Personal information
- Nationality: Irish
- Born: 4 November 1999 (age 26) County Cork

Sport
- Sport: Athletics
- Disability class: F38
- Event: Discus
- Club: North Cork Athletic Club
- Coached by: Dave Sweeney, Jim Lenihan

Achievements and titles
- Personal best: 32.95 m WR

Medal record
Representing Ireland
Summer Paralympics
| Bronze medal – third place | 2016 Rio de Janeiro | Discus F37/38 |
IPC World Championships
| Silver medal – second place | 2015 Doha | Discus F37/38 |
| Silver medal – second place | 2017 London | Discus throw - F38 |
WPA European Championships
| Gold medal – first place | 2016 Grosseto | Discus F38 |
| Gold medal – first place | 2018 Berlin | Discus F38 |

= Noelle Lenihan =

Irish Paralympic discus thrower

Noelle Lenihan (born 4 November 1999) is an Irish paralympic discus thrower competing in the F38 category for athletes with cerebral palsy.
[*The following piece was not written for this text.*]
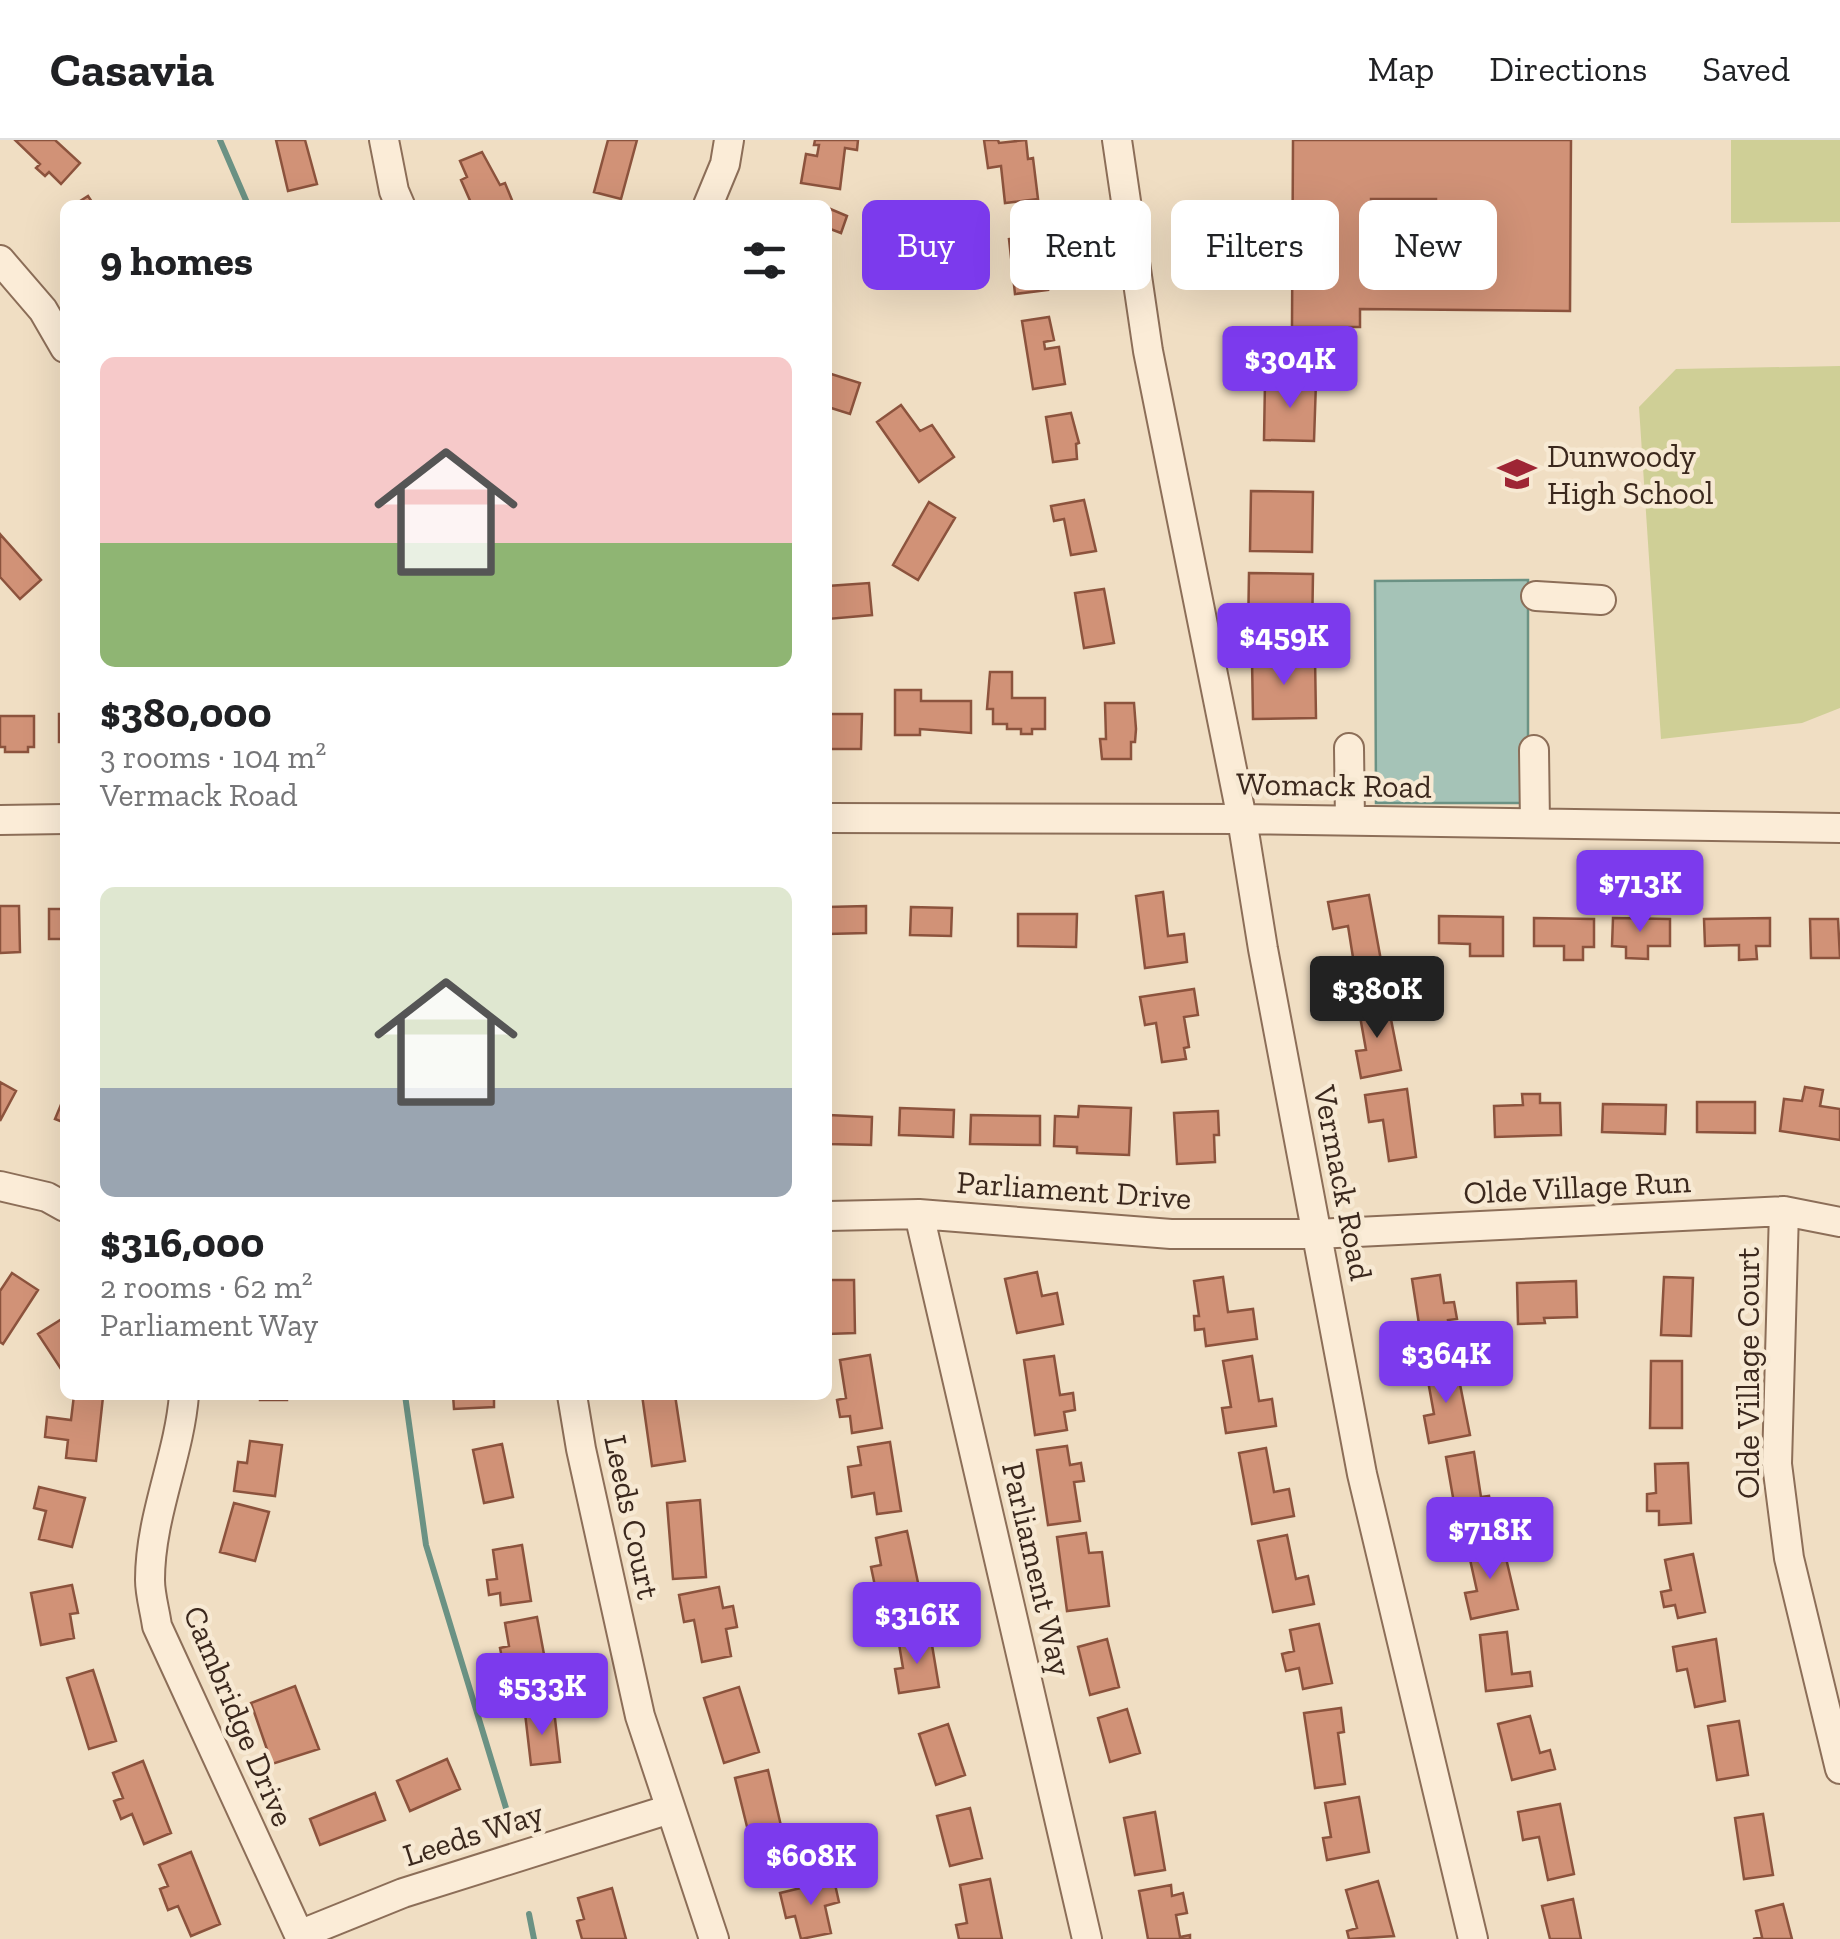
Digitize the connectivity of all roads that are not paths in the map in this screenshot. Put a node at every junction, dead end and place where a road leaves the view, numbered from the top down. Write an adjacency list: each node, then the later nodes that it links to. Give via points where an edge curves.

Lenihan is a double European champion in the event and, as of August 2018, holds the world record in the classification at 32.95 metres.

==Career==

Lenihan won silver at the 2015 IPC Athletics World Championships, gold at the 2016 and 2018 World Para Athletics European Championships (both with a world record throw) and bronze at the 2016 Summer Paralympics.

==Personal life==

Lenihan lives in Deliga, near Milford, County Cork. She has cerebral palsy and so competes in F38 classification events. Her left side is weaker than her right, so she throws using the "South African" half-turn style.
Noelle went to school in Hazlewood College Dromcollogher County Limerick from 2012 to 2017.